Problem to work on>
A bare number is the expected answer: the count of lines in the records that contain the word "between".
___ Data section
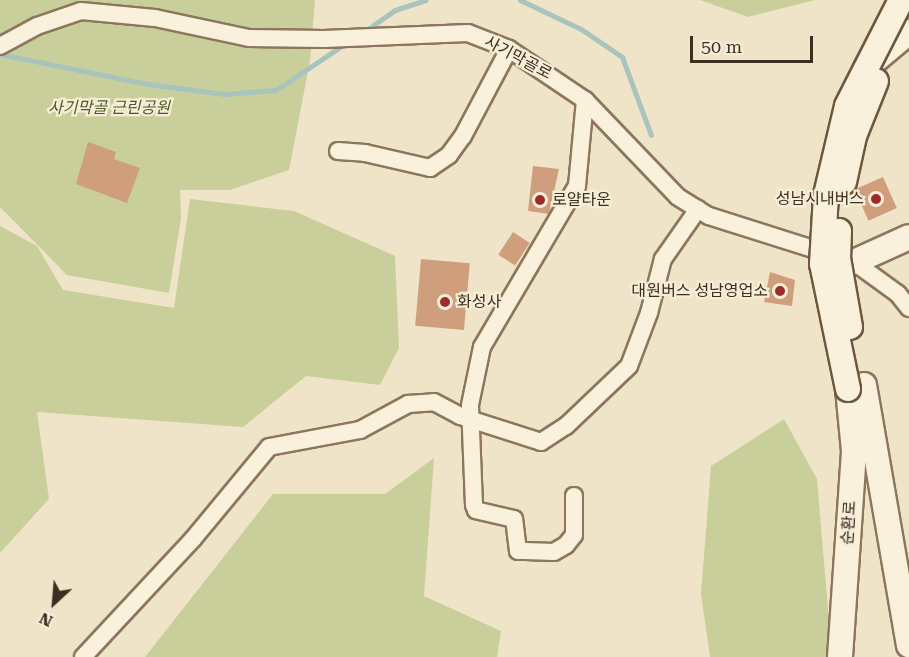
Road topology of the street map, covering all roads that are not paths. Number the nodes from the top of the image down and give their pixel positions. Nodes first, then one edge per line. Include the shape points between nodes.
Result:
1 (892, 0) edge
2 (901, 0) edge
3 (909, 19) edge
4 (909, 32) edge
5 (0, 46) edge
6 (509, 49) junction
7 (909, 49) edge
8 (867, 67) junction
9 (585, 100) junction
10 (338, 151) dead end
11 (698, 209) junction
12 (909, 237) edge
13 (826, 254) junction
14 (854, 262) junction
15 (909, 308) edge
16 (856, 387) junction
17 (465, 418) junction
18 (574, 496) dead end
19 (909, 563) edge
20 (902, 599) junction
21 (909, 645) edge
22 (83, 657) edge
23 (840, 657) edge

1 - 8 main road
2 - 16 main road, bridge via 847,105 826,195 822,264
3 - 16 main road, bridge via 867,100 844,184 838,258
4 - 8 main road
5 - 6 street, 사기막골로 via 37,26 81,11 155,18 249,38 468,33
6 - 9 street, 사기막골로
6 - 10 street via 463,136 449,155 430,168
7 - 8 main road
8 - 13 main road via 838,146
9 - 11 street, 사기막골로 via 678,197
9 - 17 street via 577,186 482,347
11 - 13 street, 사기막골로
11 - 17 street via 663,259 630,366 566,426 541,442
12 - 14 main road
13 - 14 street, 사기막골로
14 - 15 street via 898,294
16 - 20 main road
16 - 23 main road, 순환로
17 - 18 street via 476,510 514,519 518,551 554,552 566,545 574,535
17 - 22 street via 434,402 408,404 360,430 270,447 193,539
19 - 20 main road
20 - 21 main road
______
___ Data section
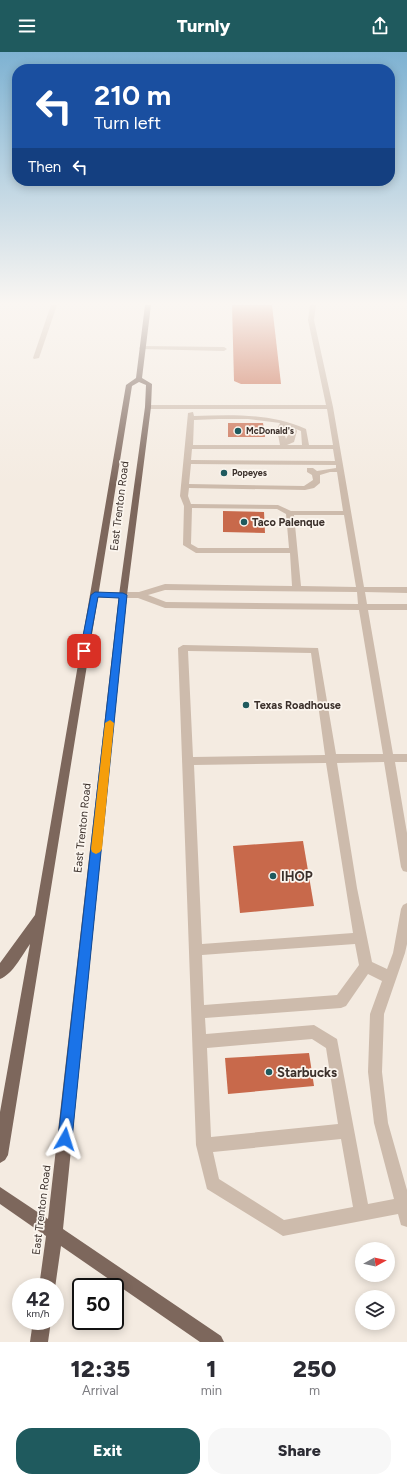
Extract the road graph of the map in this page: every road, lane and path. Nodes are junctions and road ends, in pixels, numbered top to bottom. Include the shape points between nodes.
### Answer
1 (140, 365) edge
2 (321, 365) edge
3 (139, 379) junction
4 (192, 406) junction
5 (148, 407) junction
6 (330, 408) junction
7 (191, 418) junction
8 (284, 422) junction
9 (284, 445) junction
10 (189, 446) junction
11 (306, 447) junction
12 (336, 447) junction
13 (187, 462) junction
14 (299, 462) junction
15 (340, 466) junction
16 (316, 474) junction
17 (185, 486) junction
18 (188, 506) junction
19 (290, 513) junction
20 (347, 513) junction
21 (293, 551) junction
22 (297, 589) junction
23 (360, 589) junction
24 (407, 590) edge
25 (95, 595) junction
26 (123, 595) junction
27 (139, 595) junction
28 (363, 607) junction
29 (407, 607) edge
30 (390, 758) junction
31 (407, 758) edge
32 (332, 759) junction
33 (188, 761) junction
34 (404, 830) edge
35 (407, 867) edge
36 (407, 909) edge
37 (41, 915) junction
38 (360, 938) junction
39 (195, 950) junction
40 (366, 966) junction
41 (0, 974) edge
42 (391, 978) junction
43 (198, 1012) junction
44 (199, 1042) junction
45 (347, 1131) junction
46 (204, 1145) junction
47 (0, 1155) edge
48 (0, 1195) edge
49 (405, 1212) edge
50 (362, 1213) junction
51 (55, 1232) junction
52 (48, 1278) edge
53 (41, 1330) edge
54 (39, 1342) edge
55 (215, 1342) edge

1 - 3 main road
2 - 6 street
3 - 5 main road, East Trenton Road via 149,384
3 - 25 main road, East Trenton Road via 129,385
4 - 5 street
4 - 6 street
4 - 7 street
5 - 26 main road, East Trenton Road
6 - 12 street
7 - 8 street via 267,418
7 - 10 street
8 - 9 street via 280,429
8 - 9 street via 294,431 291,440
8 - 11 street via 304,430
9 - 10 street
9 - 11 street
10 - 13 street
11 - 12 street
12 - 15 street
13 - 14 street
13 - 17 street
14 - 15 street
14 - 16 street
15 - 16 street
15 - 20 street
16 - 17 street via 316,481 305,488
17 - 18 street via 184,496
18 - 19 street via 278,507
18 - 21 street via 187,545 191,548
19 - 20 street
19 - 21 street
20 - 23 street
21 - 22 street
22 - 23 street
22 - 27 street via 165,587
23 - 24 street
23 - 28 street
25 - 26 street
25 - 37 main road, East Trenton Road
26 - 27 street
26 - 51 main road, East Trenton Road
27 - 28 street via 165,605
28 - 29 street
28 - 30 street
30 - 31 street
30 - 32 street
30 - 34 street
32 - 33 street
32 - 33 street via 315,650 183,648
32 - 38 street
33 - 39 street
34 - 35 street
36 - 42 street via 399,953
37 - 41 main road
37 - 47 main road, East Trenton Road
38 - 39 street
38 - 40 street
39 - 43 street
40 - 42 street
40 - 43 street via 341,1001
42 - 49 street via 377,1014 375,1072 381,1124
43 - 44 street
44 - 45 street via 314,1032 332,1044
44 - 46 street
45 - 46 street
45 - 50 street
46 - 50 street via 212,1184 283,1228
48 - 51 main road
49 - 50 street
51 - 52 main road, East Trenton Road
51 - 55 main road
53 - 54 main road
______
Solution to the exercise>
2